The heavy, damp fog which lies upon each man's chest, and which fills the mine with its unwholesome smell, needs only a spark, and those who now live and move are dead men, buried underground, while overhead a hundred widows and orphans weep and clamor for their lost ones.
And yet, knowing this, the miners continue calmly to work, as if quite unconscious that the dread Angel of Death is hovering about them.
The man who has just entered is Ivan Behrend, the owner of the mine. He unites in himself the office of overseer, director, surveyor, and bookkeeper. He has enough to do; but we all know the proverb, and, if we have lived long enough, have tested its truth, "If you want a thing well done, do it yourself." Moreover, it is an encouragement to the worker if he sees his employer go shoulder to shoulder with him in the work. Therefore, as we have just seen, the master greets all his workmen with the words, "Bad Weather is coming," and they all know that the master does not consider his life of more value than theirs; he does not fly and leave them all the danger, because he is the owner and gets all the profit.

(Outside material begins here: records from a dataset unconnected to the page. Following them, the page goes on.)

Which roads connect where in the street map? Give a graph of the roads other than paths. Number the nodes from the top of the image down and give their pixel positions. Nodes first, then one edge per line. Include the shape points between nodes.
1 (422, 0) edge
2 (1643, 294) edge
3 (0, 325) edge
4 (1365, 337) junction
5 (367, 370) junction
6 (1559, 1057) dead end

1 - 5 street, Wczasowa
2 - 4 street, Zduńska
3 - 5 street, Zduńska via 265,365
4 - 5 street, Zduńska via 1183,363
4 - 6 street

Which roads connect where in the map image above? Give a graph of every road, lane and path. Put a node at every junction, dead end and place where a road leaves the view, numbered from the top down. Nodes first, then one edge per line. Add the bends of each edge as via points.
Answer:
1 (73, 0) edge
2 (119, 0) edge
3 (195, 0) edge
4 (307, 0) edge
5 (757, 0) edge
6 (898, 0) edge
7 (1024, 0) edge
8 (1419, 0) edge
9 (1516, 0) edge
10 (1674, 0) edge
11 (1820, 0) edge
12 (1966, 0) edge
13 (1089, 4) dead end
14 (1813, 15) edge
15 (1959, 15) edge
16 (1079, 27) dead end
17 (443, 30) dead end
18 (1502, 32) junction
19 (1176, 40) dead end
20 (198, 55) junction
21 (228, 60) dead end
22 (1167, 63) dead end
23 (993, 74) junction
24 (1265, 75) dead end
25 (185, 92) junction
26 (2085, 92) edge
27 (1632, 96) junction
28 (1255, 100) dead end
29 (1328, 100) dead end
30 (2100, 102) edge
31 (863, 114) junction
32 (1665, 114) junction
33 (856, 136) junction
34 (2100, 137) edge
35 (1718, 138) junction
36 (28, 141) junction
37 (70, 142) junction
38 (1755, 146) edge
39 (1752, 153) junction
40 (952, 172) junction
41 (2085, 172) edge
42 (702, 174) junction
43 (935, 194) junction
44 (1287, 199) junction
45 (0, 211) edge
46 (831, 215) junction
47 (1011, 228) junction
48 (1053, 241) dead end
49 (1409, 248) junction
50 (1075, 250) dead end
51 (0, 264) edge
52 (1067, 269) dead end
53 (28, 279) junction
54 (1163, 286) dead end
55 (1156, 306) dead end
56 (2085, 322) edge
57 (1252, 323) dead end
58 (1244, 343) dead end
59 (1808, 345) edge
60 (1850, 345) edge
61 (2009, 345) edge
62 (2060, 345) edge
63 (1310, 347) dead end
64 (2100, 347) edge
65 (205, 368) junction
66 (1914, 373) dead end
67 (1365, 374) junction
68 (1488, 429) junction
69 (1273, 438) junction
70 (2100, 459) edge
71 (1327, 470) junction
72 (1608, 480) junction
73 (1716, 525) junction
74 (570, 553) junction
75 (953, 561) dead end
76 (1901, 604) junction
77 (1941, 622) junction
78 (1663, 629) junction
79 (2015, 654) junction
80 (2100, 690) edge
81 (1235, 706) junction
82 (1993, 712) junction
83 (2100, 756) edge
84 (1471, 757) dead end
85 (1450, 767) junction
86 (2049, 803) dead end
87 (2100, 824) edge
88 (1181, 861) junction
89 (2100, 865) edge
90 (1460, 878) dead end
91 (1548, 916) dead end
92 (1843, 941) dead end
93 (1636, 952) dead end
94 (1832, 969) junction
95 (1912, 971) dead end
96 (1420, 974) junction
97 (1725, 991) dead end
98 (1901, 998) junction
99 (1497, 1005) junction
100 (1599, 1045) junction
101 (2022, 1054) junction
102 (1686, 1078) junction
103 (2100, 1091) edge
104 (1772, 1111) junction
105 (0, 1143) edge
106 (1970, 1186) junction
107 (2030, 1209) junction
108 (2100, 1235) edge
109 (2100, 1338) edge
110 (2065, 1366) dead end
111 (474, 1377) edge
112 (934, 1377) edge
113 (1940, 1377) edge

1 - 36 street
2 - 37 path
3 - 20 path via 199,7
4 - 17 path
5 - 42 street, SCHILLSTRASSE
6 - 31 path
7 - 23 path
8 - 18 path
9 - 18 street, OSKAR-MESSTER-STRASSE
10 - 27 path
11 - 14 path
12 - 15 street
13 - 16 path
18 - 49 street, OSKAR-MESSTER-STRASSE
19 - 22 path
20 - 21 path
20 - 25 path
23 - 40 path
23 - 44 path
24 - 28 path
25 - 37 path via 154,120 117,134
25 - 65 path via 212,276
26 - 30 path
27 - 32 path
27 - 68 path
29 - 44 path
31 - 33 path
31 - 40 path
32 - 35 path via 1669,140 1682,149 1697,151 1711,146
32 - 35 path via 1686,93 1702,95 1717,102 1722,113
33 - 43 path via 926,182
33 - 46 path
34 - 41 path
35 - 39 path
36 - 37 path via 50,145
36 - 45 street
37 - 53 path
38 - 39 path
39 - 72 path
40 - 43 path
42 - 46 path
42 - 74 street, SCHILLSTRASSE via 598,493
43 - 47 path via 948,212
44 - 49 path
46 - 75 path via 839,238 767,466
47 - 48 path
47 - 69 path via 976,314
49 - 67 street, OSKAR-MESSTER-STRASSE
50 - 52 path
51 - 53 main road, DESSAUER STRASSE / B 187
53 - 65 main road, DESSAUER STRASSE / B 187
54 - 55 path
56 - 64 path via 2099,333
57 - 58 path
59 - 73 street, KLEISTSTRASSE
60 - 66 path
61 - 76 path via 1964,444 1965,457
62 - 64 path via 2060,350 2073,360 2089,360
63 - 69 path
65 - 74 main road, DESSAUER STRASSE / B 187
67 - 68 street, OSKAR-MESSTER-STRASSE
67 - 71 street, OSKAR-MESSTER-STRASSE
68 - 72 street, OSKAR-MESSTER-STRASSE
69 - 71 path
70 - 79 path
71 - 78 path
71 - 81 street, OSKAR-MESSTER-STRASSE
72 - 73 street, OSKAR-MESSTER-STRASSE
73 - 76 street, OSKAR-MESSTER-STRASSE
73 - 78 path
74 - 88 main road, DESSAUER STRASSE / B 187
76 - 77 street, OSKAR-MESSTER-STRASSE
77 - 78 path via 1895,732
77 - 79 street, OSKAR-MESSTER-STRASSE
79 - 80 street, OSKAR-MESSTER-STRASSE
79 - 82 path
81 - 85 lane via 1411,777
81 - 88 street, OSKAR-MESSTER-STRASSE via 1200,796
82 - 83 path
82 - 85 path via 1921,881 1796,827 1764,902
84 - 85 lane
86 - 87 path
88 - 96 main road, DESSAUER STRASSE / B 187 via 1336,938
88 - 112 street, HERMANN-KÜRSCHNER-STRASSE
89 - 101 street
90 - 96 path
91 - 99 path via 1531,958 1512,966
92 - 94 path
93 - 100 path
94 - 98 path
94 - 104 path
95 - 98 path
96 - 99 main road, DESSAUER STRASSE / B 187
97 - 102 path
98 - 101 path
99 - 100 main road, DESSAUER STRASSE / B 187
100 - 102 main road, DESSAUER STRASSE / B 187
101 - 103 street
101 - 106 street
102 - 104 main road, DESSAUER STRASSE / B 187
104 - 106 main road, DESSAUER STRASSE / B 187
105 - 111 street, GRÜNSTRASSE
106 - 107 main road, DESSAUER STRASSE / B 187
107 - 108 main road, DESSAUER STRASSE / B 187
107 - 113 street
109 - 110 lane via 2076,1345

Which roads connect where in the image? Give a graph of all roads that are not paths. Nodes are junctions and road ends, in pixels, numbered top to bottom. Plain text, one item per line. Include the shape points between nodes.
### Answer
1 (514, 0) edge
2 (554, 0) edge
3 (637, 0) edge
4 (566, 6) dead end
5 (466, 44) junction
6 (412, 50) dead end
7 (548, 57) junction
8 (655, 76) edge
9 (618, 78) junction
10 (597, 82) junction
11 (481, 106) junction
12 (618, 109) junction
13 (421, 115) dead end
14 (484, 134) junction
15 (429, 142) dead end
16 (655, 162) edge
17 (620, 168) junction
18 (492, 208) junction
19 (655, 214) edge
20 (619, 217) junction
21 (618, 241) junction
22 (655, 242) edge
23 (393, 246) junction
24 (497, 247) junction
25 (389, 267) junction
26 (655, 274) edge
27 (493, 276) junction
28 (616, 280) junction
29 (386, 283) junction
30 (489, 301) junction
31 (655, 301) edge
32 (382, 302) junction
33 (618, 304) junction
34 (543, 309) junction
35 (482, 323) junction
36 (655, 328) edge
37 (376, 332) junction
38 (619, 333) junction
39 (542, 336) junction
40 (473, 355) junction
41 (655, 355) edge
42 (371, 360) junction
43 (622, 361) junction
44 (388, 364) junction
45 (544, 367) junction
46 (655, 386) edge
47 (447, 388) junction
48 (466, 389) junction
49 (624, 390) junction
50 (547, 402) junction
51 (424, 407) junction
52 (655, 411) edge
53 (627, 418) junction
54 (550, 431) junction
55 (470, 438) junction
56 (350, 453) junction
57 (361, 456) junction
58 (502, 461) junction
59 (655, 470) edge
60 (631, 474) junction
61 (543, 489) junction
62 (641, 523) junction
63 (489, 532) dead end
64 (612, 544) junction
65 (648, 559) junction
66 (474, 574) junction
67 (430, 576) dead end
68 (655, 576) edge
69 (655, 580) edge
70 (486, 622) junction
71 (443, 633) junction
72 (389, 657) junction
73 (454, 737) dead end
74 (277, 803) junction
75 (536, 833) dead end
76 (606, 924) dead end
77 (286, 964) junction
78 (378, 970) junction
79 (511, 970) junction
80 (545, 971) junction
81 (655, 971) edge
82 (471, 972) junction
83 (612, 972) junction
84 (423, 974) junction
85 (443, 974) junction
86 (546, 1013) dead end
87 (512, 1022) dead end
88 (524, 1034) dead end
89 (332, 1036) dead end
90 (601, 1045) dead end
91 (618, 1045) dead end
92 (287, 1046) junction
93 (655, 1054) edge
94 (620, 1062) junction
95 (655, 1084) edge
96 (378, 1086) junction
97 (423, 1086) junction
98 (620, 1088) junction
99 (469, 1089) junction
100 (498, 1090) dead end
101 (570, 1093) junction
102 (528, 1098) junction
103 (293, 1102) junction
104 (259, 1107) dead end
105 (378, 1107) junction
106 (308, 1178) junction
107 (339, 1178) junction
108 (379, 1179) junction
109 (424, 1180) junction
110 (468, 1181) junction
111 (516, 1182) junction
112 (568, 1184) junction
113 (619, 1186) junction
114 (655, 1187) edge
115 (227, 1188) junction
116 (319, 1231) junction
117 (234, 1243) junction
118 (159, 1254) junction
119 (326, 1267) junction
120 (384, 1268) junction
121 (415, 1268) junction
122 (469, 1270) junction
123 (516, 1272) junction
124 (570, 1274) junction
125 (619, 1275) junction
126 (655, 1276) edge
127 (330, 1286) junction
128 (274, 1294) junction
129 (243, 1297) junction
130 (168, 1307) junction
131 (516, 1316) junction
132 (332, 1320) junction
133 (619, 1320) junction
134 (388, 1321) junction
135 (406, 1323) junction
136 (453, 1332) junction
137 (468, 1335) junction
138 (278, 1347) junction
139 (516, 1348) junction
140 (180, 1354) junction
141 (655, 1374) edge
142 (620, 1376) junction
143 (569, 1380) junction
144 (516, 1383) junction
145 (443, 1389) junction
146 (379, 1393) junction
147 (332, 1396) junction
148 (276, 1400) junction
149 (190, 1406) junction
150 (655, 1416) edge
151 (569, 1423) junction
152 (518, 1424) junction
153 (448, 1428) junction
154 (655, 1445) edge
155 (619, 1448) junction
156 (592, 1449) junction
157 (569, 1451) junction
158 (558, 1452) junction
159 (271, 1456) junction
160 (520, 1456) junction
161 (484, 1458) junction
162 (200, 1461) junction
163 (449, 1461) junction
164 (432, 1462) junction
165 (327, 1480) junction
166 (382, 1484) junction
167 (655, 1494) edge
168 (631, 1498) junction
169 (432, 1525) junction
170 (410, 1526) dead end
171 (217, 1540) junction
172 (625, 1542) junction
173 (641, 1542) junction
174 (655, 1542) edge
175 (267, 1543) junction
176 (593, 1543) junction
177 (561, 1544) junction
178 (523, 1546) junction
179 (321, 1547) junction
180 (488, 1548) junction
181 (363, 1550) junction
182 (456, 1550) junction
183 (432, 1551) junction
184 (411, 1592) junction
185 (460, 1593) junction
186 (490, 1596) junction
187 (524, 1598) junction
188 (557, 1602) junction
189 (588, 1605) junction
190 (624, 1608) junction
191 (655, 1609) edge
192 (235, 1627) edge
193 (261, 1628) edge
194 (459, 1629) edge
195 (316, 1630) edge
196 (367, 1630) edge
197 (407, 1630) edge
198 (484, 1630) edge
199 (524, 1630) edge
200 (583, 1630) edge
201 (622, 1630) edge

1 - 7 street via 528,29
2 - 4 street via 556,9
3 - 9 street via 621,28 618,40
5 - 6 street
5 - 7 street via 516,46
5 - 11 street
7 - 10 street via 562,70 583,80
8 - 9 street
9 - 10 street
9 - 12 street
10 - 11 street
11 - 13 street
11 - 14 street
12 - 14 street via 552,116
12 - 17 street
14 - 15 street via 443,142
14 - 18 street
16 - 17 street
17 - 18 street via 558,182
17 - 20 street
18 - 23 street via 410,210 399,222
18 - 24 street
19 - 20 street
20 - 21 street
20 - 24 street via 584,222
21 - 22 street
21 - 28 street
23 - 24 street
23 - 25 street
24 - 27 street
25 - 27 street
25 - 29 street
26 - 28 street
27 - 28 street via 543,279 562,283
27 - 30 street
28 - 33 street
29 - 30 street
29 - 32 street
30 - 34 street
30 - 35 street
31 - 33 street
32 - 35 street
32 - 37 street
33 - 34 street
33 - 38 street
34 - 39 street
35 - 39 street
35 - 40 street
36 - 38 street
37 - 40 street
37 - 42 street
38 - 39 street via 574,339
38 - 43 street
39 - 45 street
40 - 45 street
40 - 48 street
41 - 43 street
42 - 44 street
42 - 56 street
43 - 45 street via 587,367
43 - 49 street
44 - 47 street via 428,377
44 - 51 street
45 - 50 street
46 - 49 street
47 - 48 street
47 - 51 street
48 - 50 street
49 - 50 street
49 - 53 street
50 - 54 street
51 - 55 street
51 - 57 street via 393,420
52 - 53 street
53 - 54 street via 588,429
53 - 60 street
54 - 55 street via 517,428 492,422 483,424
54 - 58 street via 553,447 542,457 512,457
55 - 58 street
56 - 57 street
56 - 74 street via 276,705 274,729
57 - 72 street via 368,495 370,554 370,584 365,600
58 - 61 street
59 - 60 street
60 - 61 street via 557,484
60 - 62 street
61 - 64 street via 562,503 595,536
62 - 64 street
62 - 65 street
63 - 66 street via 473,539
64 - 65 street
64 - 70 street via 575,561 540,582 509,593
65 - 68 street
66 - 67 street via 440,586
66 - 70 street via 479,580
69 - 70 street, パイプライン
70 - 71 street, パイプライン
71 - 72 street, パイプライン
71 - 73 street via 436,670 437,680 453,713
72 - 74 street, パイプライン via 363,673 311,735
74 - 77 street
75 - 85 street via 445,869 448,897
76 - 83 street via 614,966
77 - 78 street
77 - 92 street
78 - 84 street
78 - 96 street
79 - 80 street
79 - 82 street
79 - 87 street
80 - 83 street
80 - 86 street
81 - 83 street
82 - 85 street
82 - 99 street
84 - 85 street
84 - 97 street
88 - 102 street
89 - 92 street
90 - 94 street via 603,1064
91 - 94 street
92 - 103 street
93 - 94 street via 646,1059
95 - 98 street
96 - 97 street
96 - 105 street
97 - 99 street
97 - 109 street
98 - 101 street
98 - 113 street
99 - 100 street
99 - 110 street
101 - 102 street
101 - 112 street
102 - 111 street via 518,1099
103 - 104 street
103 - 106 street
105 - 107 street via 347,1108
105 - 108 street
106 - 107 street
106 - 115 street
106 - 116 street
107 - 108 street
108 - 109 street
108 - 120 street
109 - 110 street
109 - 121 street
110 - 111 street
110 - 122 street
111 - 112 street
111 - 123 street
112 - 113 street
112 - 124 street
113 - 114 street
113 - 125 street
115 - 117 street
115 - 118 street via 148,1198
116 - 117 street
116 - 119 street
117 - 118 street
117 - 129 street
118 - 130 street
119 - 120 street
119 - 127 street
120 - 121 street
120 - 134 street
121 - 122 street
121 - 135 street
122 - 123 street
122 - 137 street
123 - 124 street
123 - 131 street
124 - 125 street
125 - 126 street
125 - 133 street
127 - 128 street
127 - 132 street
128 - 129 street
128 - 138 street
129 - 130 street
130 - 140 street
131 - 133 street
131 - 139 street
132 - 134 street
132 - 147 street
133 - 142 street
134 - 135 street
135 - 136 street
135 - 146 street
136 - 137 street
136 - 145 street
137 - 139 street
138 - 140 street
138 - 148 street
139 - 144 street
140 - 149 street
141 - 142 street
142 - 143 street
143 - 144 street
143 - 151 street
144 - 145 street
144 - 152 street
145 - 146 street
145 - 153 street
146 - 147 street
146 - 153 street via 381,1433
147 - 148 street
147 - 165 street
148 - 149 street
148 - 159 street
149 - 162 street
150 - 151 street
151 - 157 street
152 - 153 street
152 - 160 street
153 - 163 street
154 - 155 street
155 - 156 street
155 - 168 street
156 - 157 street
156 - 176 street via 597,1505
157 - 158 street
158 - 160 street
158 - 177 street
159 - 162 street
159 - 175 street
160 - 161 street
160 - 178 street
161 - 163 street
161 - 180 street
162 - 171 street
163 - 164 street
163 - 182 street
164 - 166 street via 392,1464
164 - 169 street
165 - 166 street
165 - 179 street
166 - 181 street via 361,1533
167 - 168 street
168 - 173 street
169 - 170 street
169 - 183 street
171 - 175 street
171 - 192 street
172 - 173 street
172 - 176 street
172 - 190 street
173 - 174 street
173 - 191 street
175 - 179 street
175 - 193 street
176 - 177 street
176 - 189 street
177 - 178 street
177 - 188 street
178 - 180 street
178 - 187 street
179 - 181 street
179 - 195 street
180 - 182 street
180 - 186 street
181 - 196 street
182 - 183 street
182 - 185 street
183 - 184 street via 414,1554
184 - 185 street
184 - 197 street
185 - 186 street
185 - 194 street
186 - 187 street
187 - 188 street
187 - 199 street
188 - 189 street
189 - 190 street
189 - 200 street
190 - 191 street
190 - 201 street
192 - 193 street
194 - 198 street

Quietly, with the most perfect composure, he gives his orders—the ventilators are to be opened—a charge of cool air at once to the heated coal; and the workers are to go off work after three instead of six hours. He gets into the pail, covered with buffalo-skin, and lets himself down to the bottom of the shaft, to see if the new openings are dangerous. He turns over carefully with an iron bar the coal-dust, to try if any of it is heated, or if gas is there concealed which might cause an explosion. Then, as the ventilators below and the air-pump above begin to work, he takes his place at the anometer. This is a tender little machine, something like the humming-top of children. Its axle turns upon a ruby, and the spring sets a wheel with a hundred teeth in motion; the velocity of this wheel shows the strength of the current of air in the shaft. It should neither be stronger nor weaker than the motion of the "bad weather."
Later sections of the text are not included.